Bench, the accounting and tax services startup rescued from collapse last year, has now confirmed a fresh wave of significant layoffs. While the company declined to disclose exact numbers, sources said that dozens of roles were eliminated—impacting a major portion of Bench’s roughly 300-person team.
The departments most affected included client success and tax services. According to one insider, nearly the entire U.S.-based tax advisory staff was let go. The cuts follow Bench’s acquisition by Employer.com, a San Francisco-based HR tech firm, which bought the struggling startup in December 2023 for $9 million.
“We deeply appreciate the contributions of our employees,” said Matt Charney, CMO at Employer.com. “This decision was not made lightly.”
Turmoil After Restructuring and Missed Tax Deadlines
Bench once raised over $110 million in venture capital and an additional $50 million in debt but failed to reach profitability. The startup’s cash burn forced it to shut down abruptly last year, laying off its entire staff and leaving many clients in limbo. The fire sale acquisition by Employer.com saved Bench from total collapse, with most of the team re-hired under new management.
However, former and current employees revealed that many of those rehires came with strings attached. Rather than bringing them on as full-time staff, Bench has been retaining most of its workforce as independent contractors. Their contracts, reportedly just 30 days long, are renewed monthly—a temporary approach the company said it used to onboard quickly after the acquisition.
Compounding the uncertainty, insiders said that Bench informed employees it plans to shift most of its workforce outside of North America. Still, Charney insisted that the layoffs weren’t driven by outsourcing. “This is about turning around the business and addressing legacy issues,” he said
Beyond internal restructuring, Bench has also faced major customer retention issues. Employees said many clients churned after the April 15 tax deadline. Several customers were frustrated that their taxes were either delayed or not completed. One source claimed Bench failed to deliver on time for a large portion of users.
There have also been complaints from clients who claimed they were billed twice—once by the old company and again under new ownership. In response, Bench stated it honors all previously paid services.
Churn, Legacy Pricing, and What’s Next for Bench
Charney acknowledged the uptick in customer churn but said it was partly intentional. The company needed to move away from unprofitable accounts that were set up under outdated pricing models. “Over time, legacy pricing and servicing decisions made before our acquisition of Bench led to a subset of customers being supported at a loss,” he said.

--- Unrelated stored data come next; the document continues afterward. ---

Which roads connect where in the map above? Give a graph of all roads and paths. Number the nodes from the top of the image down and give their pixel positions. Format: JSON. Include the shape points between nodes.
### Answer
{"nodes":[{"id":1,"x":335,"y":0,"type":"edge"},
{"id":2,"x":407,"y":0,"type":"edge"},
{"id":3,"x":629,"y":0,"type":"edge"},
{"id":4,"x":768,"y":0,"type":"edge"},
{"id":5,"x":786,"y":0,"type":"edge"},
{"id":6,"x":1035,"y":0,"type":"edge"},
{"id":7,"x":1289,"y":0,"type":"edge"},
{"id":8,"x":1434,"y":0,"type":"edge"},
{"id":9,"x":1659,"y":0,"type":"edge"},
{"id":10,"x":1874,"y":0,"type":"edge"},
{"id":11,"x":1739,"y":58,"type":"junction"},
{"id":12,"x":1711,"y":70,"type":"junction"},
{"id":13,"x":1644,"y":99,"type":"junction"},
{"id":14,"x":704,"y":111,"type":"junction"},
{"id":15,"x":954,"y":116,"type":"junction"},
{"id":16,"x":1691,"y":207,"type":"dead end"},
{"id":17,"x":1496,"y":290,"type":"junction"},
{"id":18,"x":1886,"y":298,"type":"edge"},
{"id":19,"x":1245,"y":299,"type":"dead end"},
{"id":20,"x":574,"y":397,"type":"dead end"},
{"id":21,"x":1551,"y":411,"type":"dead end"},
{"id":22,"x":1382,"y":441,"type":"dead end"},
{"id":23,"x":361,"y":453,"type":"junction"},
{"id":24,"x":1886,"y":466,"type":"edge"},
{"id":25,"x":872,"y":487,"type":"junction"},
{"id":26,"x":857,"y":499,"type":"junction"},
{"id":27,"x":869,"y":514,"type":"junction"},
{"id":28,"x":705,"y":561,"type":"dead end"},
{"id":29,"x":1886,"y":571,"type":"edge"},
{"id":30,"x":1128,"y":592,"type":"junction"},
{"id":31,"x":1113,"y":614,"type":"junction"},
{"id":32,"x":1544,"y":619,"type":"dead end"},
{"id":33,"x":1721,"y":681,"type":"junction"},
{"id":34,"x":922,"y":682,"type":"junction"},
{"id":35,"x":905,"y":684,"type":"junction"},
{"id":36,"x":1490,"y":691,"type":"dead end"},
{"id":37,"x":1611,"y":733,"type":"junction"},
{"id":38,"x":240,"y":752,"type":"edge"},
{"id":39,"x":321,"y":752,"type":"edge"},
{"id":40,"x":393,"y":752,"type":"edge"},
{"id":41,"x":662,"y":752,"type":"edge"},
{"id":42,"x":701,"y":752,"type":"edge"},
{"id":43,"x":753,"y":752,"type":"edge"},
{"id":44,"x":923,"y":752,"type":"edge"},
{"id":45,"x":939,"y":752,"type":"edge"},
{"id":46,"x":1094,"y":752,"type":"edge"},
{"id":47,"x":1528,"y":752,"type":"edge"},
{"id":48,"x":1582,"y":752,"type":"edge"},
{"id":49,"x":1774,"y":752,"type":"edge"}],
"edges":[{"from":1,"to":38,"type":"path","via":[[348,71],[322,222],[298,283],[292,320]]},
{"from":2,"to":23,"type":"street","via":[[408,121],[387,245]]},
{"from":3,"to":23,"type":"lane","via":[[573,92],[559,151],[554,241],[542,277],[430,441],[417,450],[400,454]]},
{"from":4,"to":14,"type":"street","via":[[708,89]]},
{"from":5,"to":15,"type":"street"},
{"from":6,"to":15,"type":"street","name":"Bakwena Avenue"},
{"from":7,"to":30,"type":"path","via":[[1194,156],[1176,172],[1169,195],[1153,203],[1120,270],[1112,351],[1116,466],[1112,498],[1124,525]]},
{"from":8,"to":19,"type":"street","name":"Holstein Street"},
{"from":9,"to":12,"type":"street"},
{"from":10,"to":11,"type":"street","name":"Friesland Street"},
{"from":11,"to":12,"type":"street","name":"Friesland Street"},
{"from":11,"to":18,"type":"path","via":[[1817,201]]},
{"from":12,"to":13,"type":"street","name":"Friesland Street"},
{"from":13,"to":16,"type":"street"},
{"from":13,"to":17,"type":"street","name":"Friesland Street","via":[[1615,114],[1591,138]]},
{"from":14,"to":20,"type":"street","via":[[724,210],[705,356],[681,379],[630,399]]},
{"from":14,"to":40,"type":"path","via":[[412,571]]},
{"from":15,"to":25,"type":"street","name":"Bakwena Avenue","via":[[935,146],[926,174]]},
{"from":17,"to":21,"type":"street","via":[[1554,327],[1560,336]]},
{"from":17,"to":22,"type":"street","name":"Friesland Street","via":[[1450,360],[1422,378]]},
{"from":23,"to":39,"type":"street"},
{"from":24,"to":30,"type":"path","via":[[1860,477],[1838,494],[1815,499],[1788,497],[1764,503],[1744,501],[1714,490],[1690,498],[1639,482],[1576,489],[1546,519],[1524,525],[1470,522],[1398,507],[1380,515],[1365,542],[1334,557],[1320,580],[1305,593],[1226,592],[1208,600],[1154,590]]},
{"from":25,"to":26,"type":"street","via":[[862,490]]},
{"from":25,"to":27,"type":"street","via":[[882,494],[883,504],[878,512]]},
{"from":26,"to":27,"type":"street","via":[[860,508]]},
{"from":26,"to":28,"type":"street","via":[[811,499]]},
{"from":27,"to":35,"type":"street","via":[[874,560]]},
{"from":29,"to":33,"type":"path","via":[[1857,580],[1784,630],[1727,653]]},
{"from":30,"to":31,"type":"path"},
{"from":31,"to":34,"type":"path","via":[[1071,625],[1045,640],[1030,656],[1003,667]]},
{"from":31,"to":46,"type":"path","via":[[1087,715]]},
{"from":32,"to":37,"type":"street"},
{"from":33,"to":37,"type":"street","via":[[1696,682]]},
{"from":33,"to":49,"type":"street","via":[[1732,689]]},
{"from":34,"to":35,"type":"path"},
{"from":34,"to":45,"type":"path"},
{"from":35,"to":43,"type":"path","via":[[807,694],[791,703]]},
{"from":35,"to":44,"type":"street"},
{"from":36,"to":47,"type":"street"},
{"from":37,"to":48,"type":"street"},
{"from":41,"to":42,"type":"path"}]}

Despite the layoffs and shrinking customer base, Bench says it still plans to grow. According to Charney, the company intends to expand both its feature set and workforce in the future. But it remains to be seen whether Bench can rebuild trust among customers and employees who’ve weathered months of uncertainty.
While the company has survived its initial collapse, its future now depends on its ability to balance recovery with stability. For now, the recent Bench layoffs serve as another reminder of how hard it is to revive a once high-flying startup.